:: Work required ::
From the entries below, copy every line where the string "Набережная" appears.

:: Records supplied ::
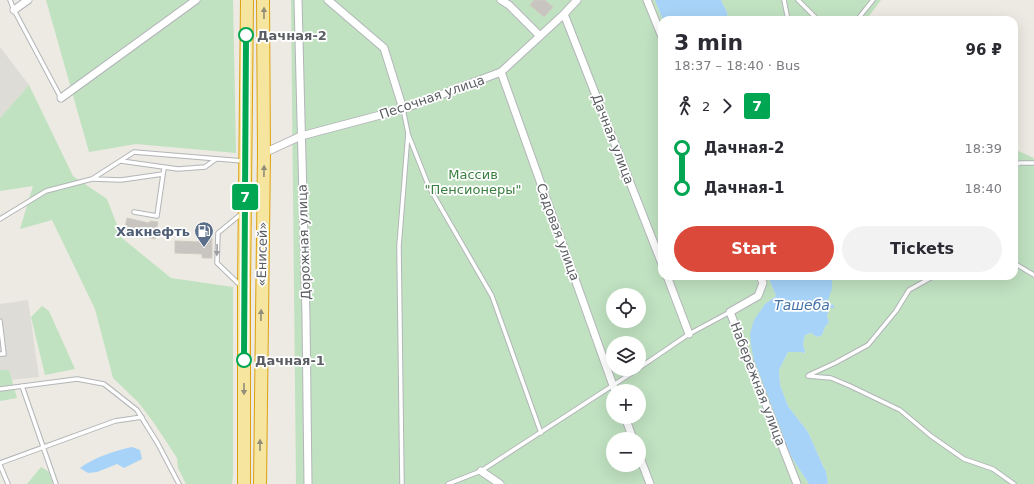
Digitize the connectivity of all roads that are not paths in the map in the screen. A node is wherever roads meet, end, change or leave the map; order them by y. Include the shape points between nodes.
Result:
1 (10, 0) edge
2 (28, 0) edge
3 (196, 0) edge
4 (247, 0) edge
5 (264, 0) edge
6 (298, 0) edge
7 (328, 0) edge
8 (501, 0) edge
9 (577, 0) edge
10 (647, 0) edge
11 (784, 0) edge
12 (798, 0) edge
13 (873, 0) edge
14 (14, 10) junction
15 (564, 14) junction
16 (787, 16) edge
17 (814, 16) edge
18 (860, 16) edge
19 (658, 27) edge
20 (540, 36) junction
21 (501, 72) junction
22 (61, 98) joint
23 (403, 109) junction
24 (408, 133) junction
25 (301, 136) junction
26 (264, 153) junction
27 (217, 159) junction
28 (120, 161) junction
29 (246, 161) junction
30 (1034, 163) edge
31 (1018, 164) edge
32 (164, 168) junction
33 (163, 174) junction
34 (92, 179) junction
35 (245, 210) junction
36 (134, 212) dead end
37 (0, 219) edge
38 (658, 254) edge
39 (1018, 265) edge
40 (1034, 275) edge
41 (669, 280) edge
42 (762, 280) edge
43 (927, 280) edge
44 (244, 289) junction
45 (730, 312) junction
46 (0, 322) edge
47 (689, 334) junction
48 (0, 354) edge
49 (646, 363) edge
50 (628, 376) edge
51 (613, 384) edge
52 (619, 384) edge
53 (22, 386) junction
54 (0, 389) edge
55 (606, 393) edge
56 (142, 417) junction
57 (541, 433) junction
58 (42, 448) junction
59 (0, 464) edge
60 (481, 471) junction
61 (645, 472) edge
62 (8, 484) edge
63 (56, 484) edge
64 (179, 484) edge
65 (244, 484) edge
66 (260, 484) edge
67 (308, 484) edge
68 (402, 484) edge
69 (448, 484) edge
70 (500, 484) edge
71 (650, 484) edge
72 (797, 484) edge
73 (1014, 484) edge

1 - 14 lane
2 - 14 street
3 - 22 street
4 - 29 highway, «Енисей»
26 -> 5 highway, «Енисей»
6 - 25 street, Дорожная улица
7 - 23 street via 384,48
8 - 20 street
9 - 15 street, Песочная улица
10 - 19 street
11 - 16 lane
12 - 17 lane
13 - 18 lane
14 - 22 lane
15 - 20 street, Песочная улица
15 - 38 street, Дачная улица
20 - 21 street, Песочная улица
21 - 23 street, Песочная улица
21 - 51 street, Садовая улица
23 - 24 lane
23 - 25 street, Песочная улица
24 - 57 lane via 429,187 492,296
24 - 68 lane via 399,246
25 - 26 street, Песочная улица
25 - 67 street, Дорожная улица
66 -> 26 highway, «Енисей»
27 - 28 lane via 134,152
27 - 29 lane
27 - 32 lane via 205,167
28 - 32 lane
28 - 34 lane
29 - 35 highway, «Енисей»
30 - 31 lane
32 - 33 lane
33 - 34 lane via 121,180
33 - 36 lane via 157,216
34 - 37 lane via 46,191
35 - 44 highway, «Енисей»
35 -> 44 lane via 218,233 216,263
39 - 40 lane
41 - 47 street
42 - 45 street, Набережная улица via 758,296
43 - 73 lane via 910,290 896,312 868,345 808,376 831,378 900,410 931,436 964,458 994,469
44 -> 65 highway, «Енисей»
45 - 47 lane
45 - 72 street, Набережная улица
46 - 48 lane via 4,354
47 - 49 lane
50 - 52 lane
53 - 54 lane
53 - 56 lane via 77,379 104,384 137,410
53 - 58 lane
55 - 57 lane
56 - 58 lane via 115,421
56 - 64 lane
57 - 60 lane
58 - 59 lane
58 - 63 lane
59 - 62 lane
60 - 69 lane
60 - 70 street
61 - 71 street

:: Solution to the problem ::
42 - 45 street, Набережная улица via 758,296
45 - 72 street, Набережная улица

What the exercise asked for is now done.